Question

A single screw extruder is operating at a rotational speed of 2 revolutions per second for the extrusion of a Newtonian polymer under open-discharge conditions (in absence of a die, the pressure drop, \( \Delta p = 0 \)). The extruder has a screw diameter, \( D = 5 \, \text{cm} \), a channel depth, \( H = 0.4 \, \text{cm} \), distance between flights, \( W = 1 \, \text{cm} \), and a helix angle, \( \theta = 20^\circ \). Assume the value of \( \pi = 3.14 \).

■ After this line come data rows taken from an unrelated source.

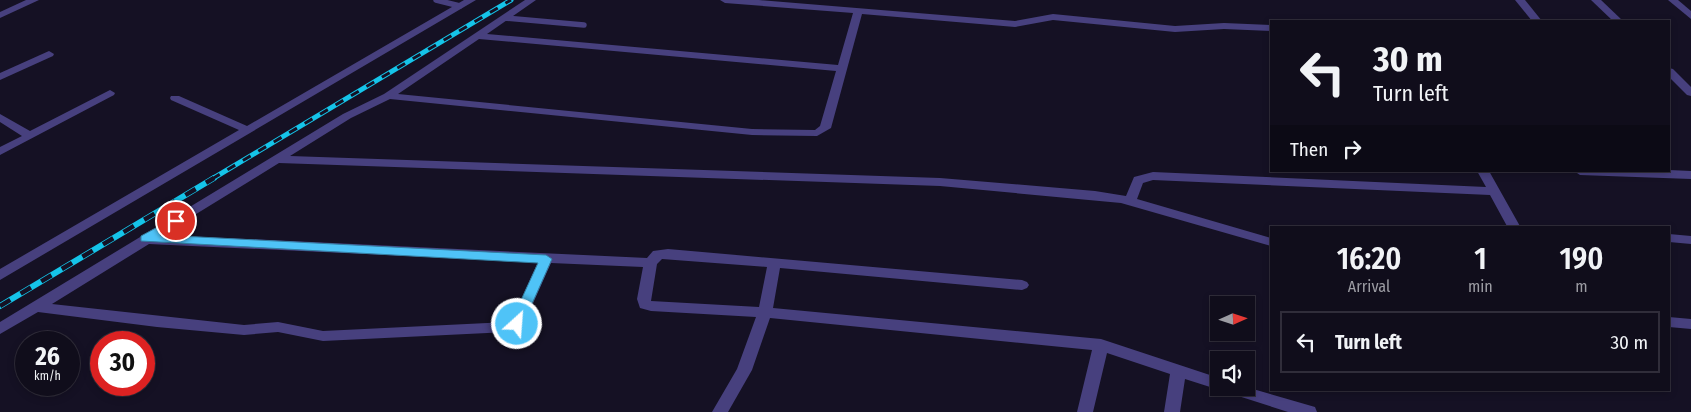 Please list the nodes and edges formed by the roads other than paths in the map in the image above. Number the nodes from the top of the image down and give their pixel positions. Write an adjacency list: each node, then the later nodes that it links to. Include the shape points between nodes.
1 (34, 0): 11 (street)
2 (436, 0): 9 (lane)
3 (471, 0): 9 (street)
4 (531, 0): 13 (street)
5 (725, 0): 10 (street)
6 (1520, 0): 14 (street)
7 (1596, 0): 15 (street)
8 (1673, 0): 12 (street)
9 (460, 6): 28 (street)
10 (858, 11): 17 (street, via 1015,24 1047,17 1175,29); 20 (street)
11 (0, 15)
12 (1691, 16)
13 (504, 18): 16 (lane); 18 (street)
14 (1536, 20)
15 (1617, 20)
16 (584, 25)
17 (1270, 28)
18 (478, 36): 20 (street); 25 (street)
19 (49, 54): 22 (street)
20 (844, 69): 25 (street, via 825,128 812,134 752,132)
21 (1670, 72): 24 (street)
22 (0, 77)
23 (110, 93): 29 (street)
24 (1691, 93)
25 (388, 96): 31 (street, via 347,116)
26 (175, 98): 28 (street)
27 (0, 117): 29 (street)
28 (248, 130): 45 (street)
29 (30, 136): 30 (street)
30 (0, 152)
31 (277, 159): 36 (street, via 940,182); 39 (street)
32 (1484, 172): 35 (street)
33 (1671, 172): 34 (street)
34 (1691, 176)
35 (1495, 191): 36 (street, via 1154,176 1137,180); 37 (street)
36 (1130, 201): 41 (street)
37 (1514, 226)
38 (1670, 238): 40 (street)
39 (146, 239): 42 (street); 47 (street)
40 (1691, 240)
41 (1270, 242)
42 (546, 259): 43 (street); 47 (street, via 520,319 508,327 323,336 278,327 244,330)
43 (650, 264): 44 (street, via 658,254); 48 (street, via 645,304)
44 (774, 264): 46 (street); 48 (street)
45 (0, 275)
46 (1022, 285)
47 (37, 307): 51 (street)
48 (765, 312): 52 (street); 56 (street, via 744,370)
49 (1670, 322): 50 (street)
50 (1691, 324)
51 (0, 329)
52 (1100, 345): 53 (street); 57 (street)
53 (1178, 372): 54 (street); 58 (street)
54 (1210, 381)
55 (1255, 396): 59 (street)
56 (720, 412)
57 (1085, 412)
58 (1172, 412)
59 (1309, 412) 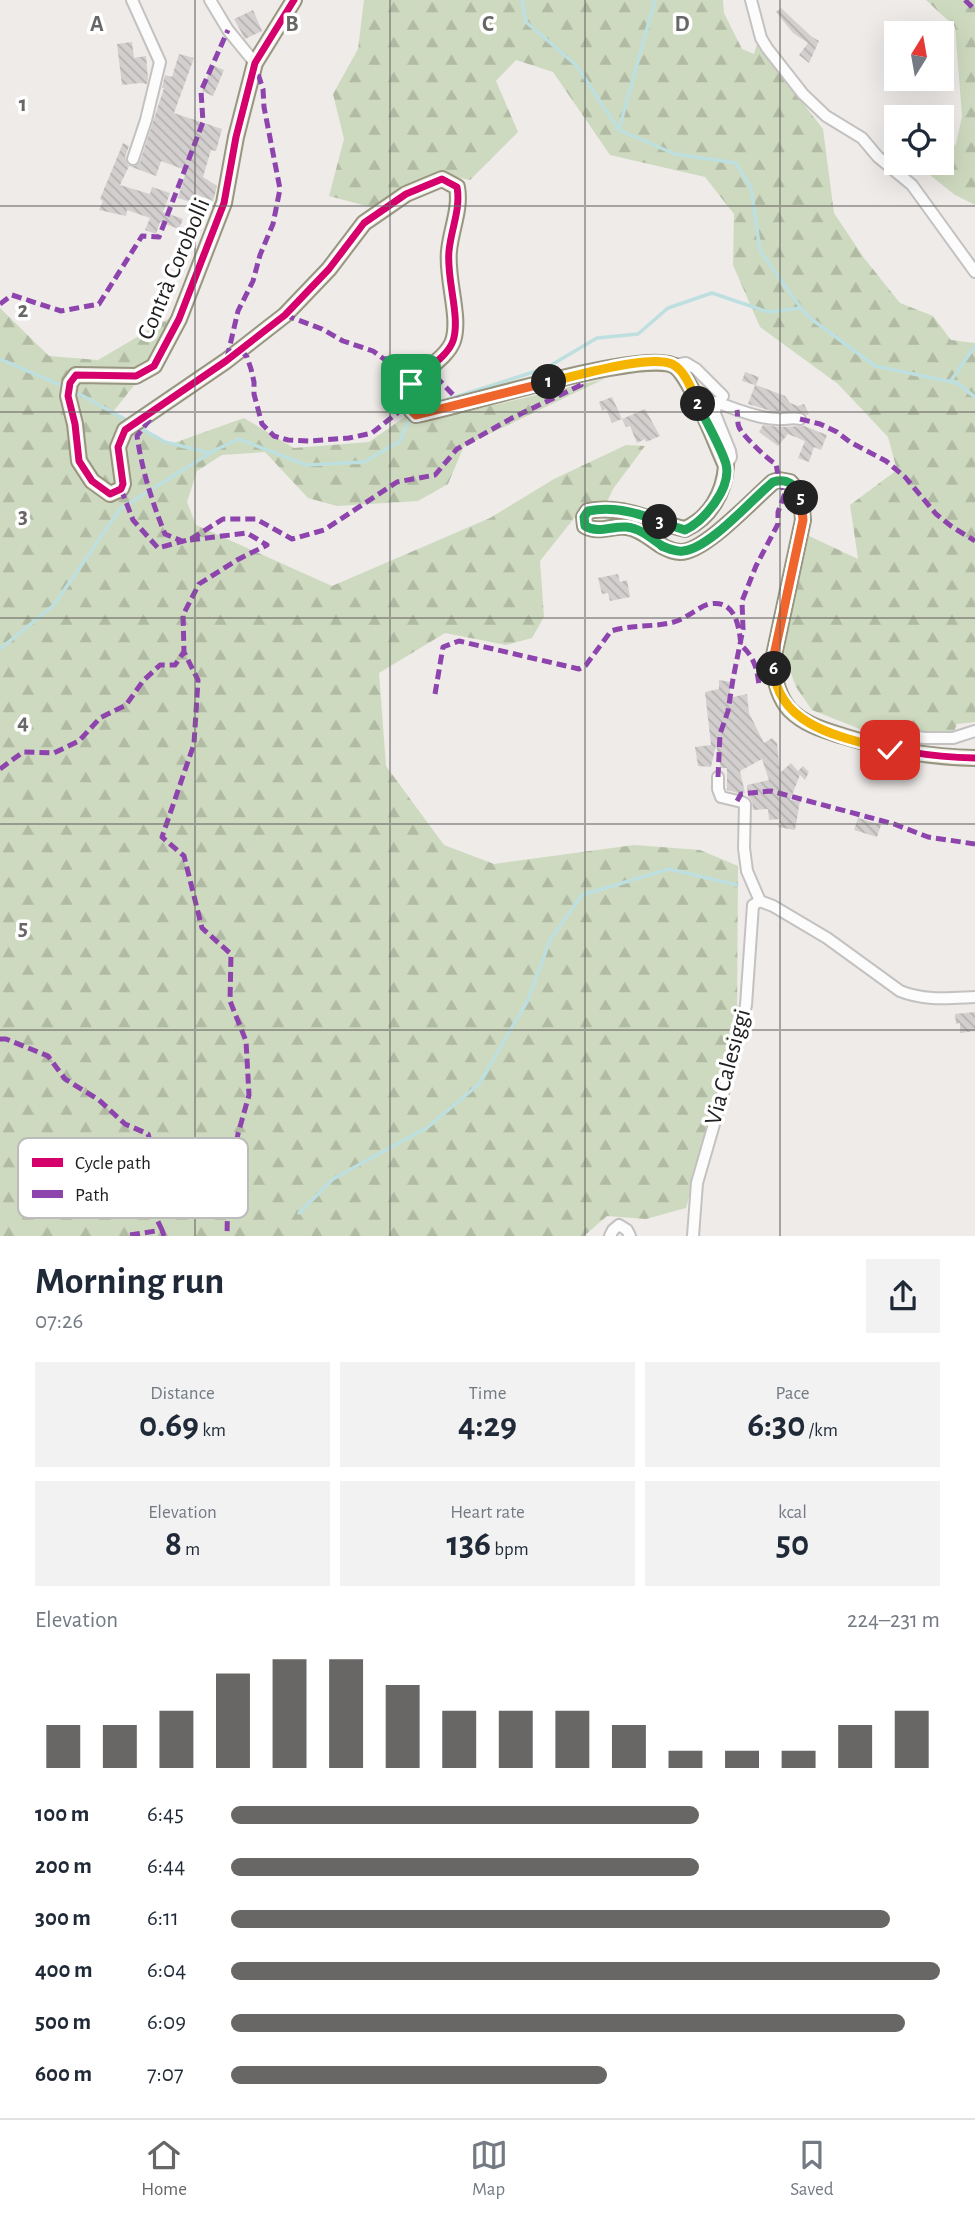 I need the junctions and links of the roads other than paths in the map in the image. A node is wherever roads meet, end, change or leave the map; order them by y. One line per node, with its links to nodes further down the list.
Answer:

The volumetric flow rate (rounded off to 2 decimal places) is \(\underline{\hspace{2cm}}\) cm³/s.

Hint:

To calculate the volumetric flow rate in a screw extruder, use the formula involving the screw diameter, channel depth, rotational speed, and helix angle.

Answer 1

Correct Answer: 5

The volumetric flow rate \( Q \) for a single screw extruder is given by the equation:
\[ Q = \frac{\pi D^2 H N}{4} \times \cos(\theta) \] where:
- \( D = 5 \, \text{cm} \),
- \( H = 0.4 \, \text{cm} \),
- \( N = 2 \, \text{rev/s} \),
- \( \theta = 20^\circ \).
Substitute the values:
\[ Q = \frac{\pi (5)^2 (0.4) (2)}{4} \times \cos(20^\circ) \] \[ Q = \frac{3.14 \times 25 \times 0.4 \times 2}{4} \times 0.9397 \] \[ Q \approx \frac{62.8}{4} \times 0.9397 = 15.7 \times 0.9397 \approx 14.74 \, \text{cm}^3/\text{s}. \] Thus, the volumetric flow rate is approximately 14.74 cm\textsuperscript{3}/s.